Of the approximately 750 Israeli companies in the field, nearly three-quarters were founded in the past 10 years, said Yael Rogel-Fuchs, executive director of Israel Life Sciences Industry (ILSI). The nonprofit organization was formed about three years ago to promote the country's emerging biotechnology field.
Rogel-Fuchs added that nearly half of the companies were established in the past five years, and 60 companies have been created in the past year or two. There may be more, she said, because companies register daily on the industry's tracking database.
In Israel they call the field "bio med," said Raphael Hofstein, president and CEO of Hadasit Ltd., a subsidiary of the Hadassah Medical Organization in Jerusalem that takes the organization's technologies to market. "Bio med is, in our minds, a new trademark which represents the strength of Israel as being a place for the convergence of biotechnology and the medical device arena."
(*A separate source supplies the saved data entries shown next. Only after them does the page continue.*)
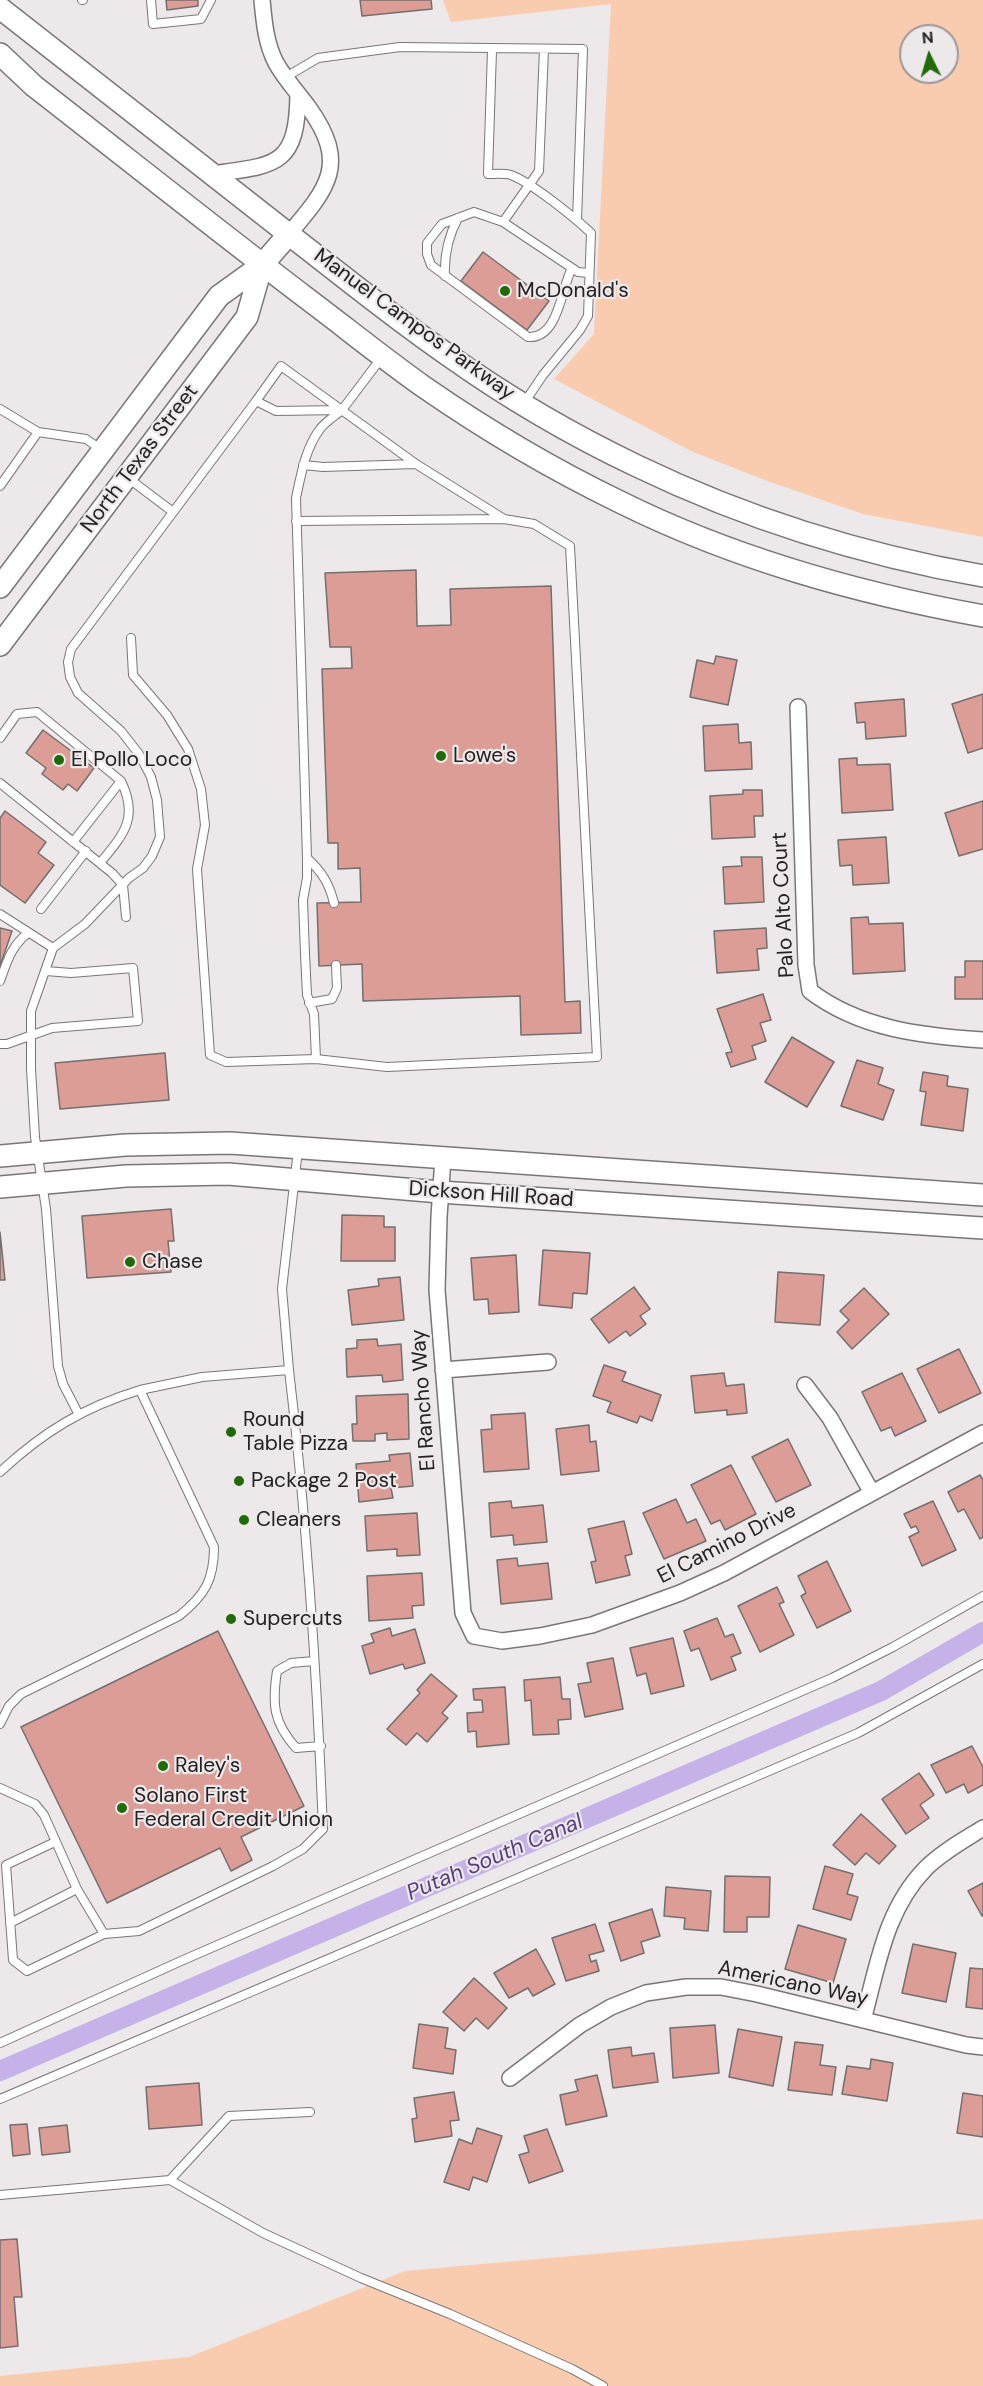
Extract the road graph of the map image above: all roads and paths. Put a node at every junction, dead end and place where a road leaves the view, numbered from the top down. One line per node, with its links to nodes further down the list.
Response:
1 (151, 0): 2 (lane)
2 (211, 0)
3 (262, 0): 8 (street)
4 (0, 8): 10 (main road, Manuel Campos Parkway)
5 (544, 49): 6 (lane); 11 (lane); 13 (lane)
6 (492, 50): 8 (lane); 11 (lane)
7 (0, 54): 16 (main road, Manuel Campos Parkway)
8 (286, 77): 9 (street)
9 (298, 94): 10 (street); 15 (street)
10 (212, 174): 15 (main road, Manuel Campos Parkway)
11 (530, 186): 13 (lane); 14 (lane)
12 (458, 218): 14 (lane); 19 (lane); 19 (lane)
13 (577, 220): 18 (lane)
14 (503, 222): 17 (lane)
15 (288, 234): 16 (main road, North Texas Street); 22 (main road, Manuel Campos Parkway)
16 (262, 265): 20 (main road, Manuel Campos Parkway); 26 (main road, North Texas Street); 29 (main road, North Texas Street)
17 (572, 268): 18 (lane); 19 (lane)
18 (589, 273): 22 (lane)
19 (445, 276)
20 (382, 357): 24 (lane); 36 (main road, Manuel Campos Parkway)
21 (256, 401): 24 (lane); 24 (lane); 31 (lane)
22 (523, 404): 34 (main road, Manuel Campos Parkway)
23 (0, 409): 25 (lane)
24 (342, 410): 27 (lane); 28 (lane)
25 (38, 432): 26 (lane); 30 (lane)
26 (103, 450): 35 (main road, North Texas Street)
27 (416, 464): 28 (lane); 32 (lane)
28 (303, 465): 33 (lane)
29 (127, 477): 31 (lane); 38 (main road, North Texas Street)
30 (0, 486)
31 (173, 512): 47 (lane)
32 (504, 519): 33 (lane); 61 (lane)
33 (296, 521): 45 (lane)
34 (983, 576)
35 (0, 587)
36 (983, 616)
37 (131, 638): 61 (lane)
38 (0, 645)
39 (798, 706): 59 (street, Palo Alto Court)
40 (0, 738): 41 (lane)
41 (120, 782): 43 (lane); 46 (lane)
42 (0, 783): 43 (lane)
43 (73, 842): 44 (lane)
44 (86, 851): 46 (lane); 49 (lane)
45 (307, 858): 48 (lane); 57 (lane)
46 (100, 863): 47 (lane)
47 (123, 885): 51 (lane); 53 (lane)
48 (334, 903)
49 (40, 909)
50 (0, 914): 52 (lane)
51 (126, 917)
52 (28, 933): 53 (lane); 56 (lane)
53 (53, 948): 55 (lane)
54 (336, 965): 57 (lane)
55 (46, 971): 58 (lane); 58 (lane)
56 (0, 981)
57 (309, 1003): 61 (lane)
58 (31, 1036): 60 (lane); 63 (lane)
59 (983, 1040)
60 (0, 1044)
61 (316, 1059)
62 (298, 1147): 63 (main road, Dickson Hill Road); 65 (main road, Dickson Hill Road); 66 (lane)
63 (38, 1152): 64 (main road, Dickson Hill Road); 67 (lane)
64 (0, 1156)
65 (443, 1158): 69 (street, El Rancho Way); 70 (main road, Dickson Hill Road)
66 (295, 1178): 67 (main road, Dickson Hill Road); 69 (main road, Dickson Hill Road); 73 (lane)
67 (42, 1183): 68 (main road, Dickson Hill Road); 77 (lane)
68 (0, 1186)
69 (441, 1192): 71 (main road, Dickson Hill Road); 74 (street, El Rancho Way)
70 (983, 1195)
71 (983, 1228)
72 (548, 1362): 74 (street)
73 (289, 1370): 76 (lane); 83 (lane)
74 (443, 1370): 82 (street, El Rancho Way)
75 (805, 1385): 80 (street)
76 (140, 1390): 77 (lane); 85 (lane)
77 (78, 1413): 79 (lane)
78 (983, 1433): 80 (street, El Camino Drive)
79 (0, 1472)
80 (873, 1493): 82 (street, El Camino Drive)
81 (983, 1596): 94 (lane)
82 (474, 1636)
83 (314, 1661): 86 (lane); 86 (lane)
84 (983, 1664): 97 (lane)
85 (0, 1725)
86 (321, 1746): 92 (lane)
87 (0, 1788): 89 (lane)
88 (983, 1828): 93 (street)
89 (55, 1842): 90 (lane); 91 (lane)
90 (77, 1889): 91 (lane); 92 (lane)
91 (10, 1923): 92 (lane)
92 (104, 1934)
93 (863, 2020): 95 (street, Americano Way); 96 (street, Americano Way)
94 (0, 2043)
95 (983, 2047)
96 (510, 2078)
97 (0, 2099)
98 (310, 2112): 99 (lane)
99 (170, 2180): 100 (lane); 101 (lane)
100 (0, 2195)
101 (603, 2386)

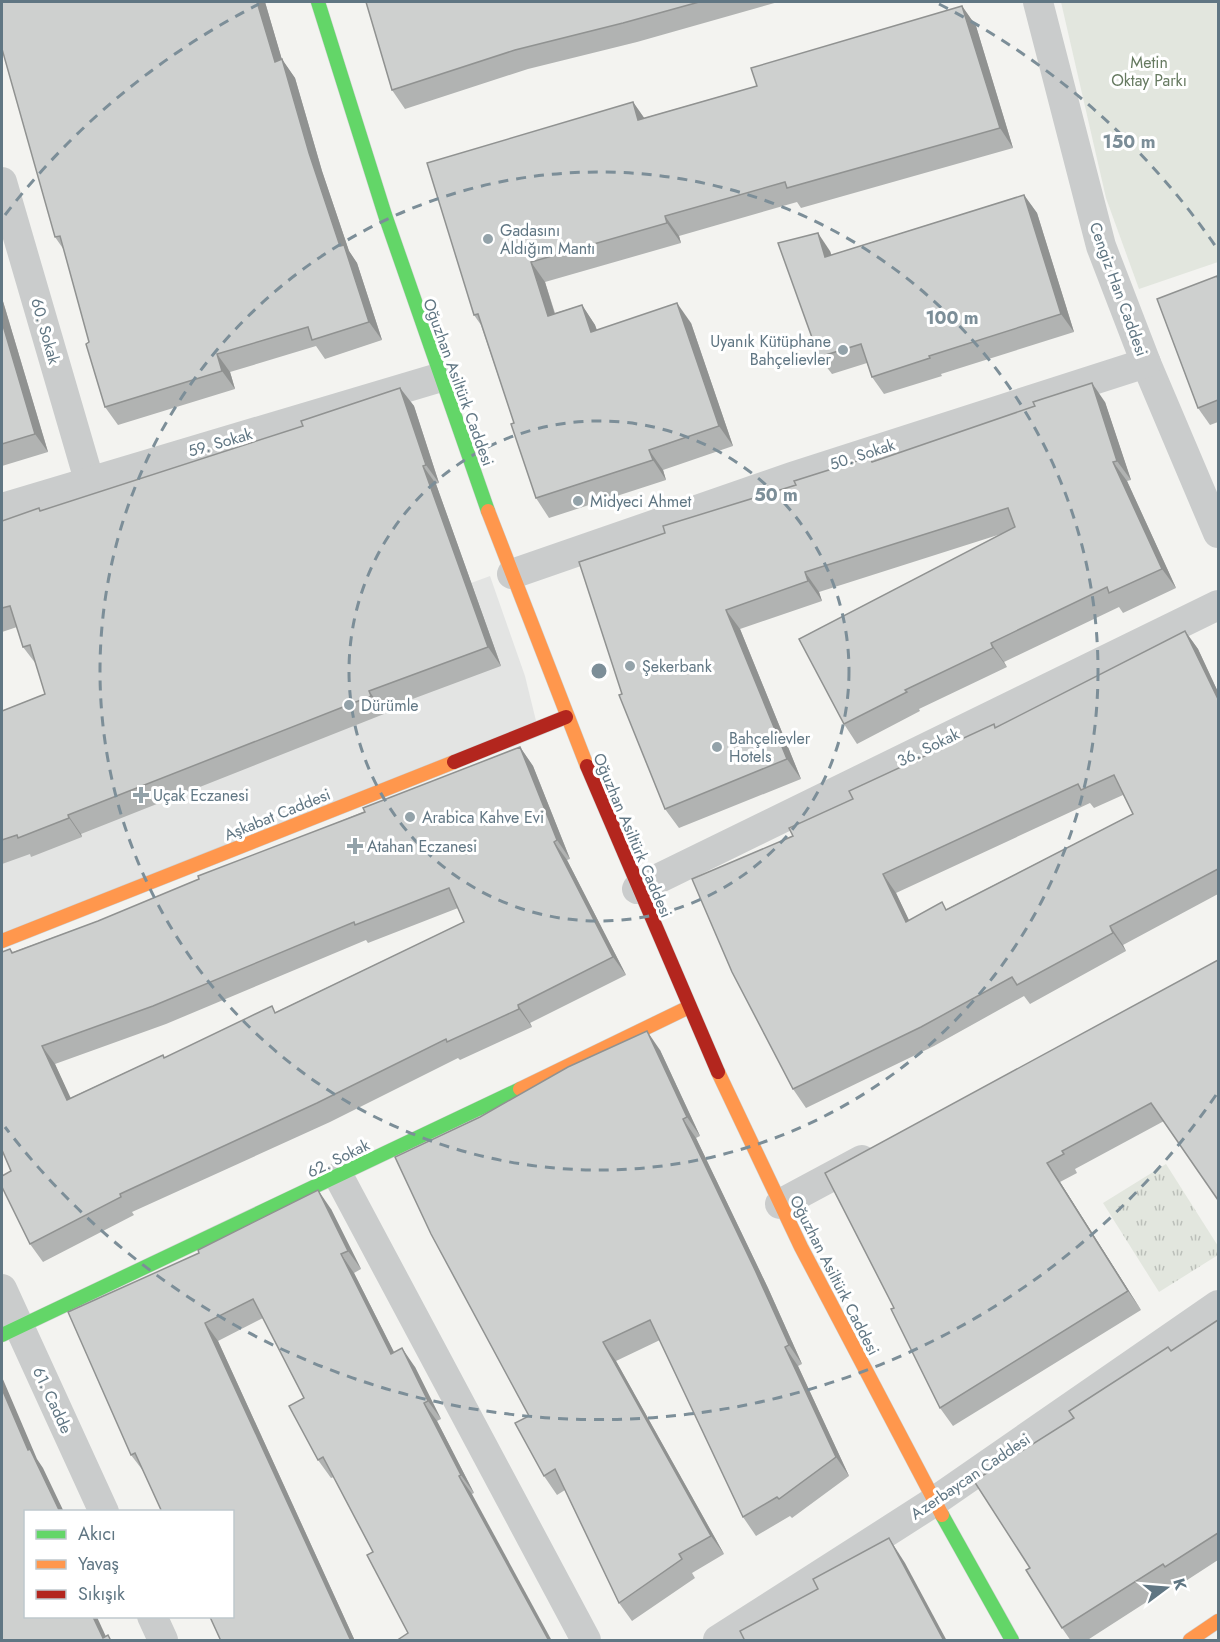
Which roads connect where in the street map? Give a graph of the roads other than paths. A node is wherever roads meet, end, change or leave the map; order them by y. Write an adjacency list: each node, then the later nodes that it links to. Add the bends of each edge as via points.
1 (318, 2): 5 (main road, Oğuzhan Asiltürk Caddesi)
2 (1038, 2): 4 (street, Cengiz Han Caddesi, via 1101,246)
3 (2, 182): 6 (street, 60. Sokak)
4 (1146, 363): 8 (street, Cengiz Han Caddesi); 9 (street, 50. Sokak, via 792,477)
5 (438, 378): 6 (street, 59. Sokak); 9 (main road, Oğuzhan Asiltürk Caddesi)
6 (89, 480): 7 (street, 59. Sokak)
7 (2, 508)
8 (1218, 533)
9 (512, 574): 11 (main road, Oğuzhan Asiltürk Caddesi)
10 (1218, 605): 12 (street, 36. Sokak)
11 (566, 717): 12 (main road, Oğuzhan Asiltürk Caddesi); 13 (main road, Aşkabat Caddesi)
12 (637, 889): 14 (main road, Oğuzhan Asiltürk Caddesi)
13 (2, 941)
14 (687, 1008): 16 (main road, 62. Sokak); 17 (main road, Oğuzhan Asiltürk Caddesi)
15 (885, 1148): 17 (street)
16 (339, 1177): 20 (main road, 62. Sokak); 26 (street)
17 (780, 1204): 21 (main road, Oğuzhan Asiltürk Caddesi)
18 (2, 1289): 20 (street, 61. Cadde)
19 (1218, 1305): 21 (street, Azerbaycan Caddesi)
20 (10, 1331): 22 (street, 61. Cadde)
21 (932, 1503): 27 (street, Azerbaycan Caddesi); 28 (main road, Oğuzhan Asiltürk Caddesi)
22 (103, 1510)
23 (152, 1618): 25 (street)
24 (1218, 1621): 29 (main road)
25 (163, 1641)
26 (586, 1641)
27 (718, 1641)
28 (1012, 1641)
29 (1190, 1641)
Hofstein and Rogel-Fuchs spoke about Israel's place in the life-sciences industry at the 2007 BIO International Convention, the world's largest biotechnology gathering and exhibition, which was held May 6-9 at the Boston Convention Center. Representatives from 16 Israeli life-science companies and industry groups were among the 1,800 exhibitors. More than 20,000 people attended the event.
Hofstein attributed the tremendous growth of the field in Israel to several factors. Among them are extensive academic research in life sciences, significant government support of early stage research and Israeli entrepreneurs who want to create marketable products.
He points to the huge number of patents developed in Israel. The Jewish state is No. 7 in the world in terms of patents, according to ILSI. In medical devices, which account for 53 percent of the life-sciences industry, according to figures published by ILSI, Israel is No. 1 per capita.
"We have coined a notion that there is a mountain of intellectual property coming out of Israel," Hofstein said.
In 2005, an estimated 25,000 people were employed in the life-sciences field, led by the pharmaceutical sector.
In a competitive industry that makes great promises of medical cures and treatments but is known for losing money, more than one-third of Israel's life-sciences companies are producing revenue, according to ILSI. About a third of the remaining firms are at the seed stage.
One notable success story is the multiple-sclerosis drug developed by professors Ruth Arnon and Michael Sela of the Weizmann Institute and brought to market by Teva under the trademark name, Copaxone.
Copaxone sales in 2006 reached $1.4 billion, according to an article by Arnon, former vice president of the Weizmann Institute. Sales are expected to total $46.1 billion for 2002-2007.
Eli Opper, chief scientist for Israel's Ministry of Industry, Trade and Labor, said that the amount of capital needed for even one drug is enormous, and it takes a long period to bring a product to market.
"The combination of these two factors is a real hurdle," Opper said.
Opper, who moderated Israel's panel presentation at the Boston convention, said a small country like Israel must connect with large international companies to finance its emerging life-science companies. New financing tools are needed, he said.
Hofstein suggested that an example could be a Hadasit Ltd. subsidiary called Hadasit Bio-Holdings, nine companies that spun off from Hadasit in December 2005 and now trade on the Tel Aviv Stock Exchange.
Hofstein said Boston was a prelude to Israel's life-sciences landmark convention, Bio Med 2007, scheduled for June in Haifa. The convention, co-chaired by Hofstein and Arnon, will run in conjunction with an annual gathering on stem-cell research.
The convention is expected to attract 5,000 people to the exhibit hall and lectures, with representatives from companies in Asia, India and Europe.
Israel's contributions to the field are recognized around the world, Hofstein said.
At the end of April, the Michael J. Fox Foundation for Parkinson's Disease singled out two Israeli companies, ProNeuron Biotechnologies and Cell Cure Neurosciences, for grants totaling just above $1 million to spur research aimed at new treatments for Parkinson's Disease patients.
Cell Cure, which is partially owned by a Hadasit subsidiary, is using embryonic stem cells to develop a treatment to replace damaged Parkinson's cells, Hofstein said.
The issue of embryonic stem-cell research, so controversial in the United States, poses no such problem in Israel, said Nadav Tamir, Israel's consul general to New England. In published reports following the announcement of the grants, Benjamin Reubinoff, Cell Cure's chief scientist, said the Knesset has authorized embryonic stem-cell research.
"The Jewish religion and Orthodox rabbis support human embryonic stem-cell research," Reubinoff is quoted as saying in Financial Times Information. "Their priority is to save a human life."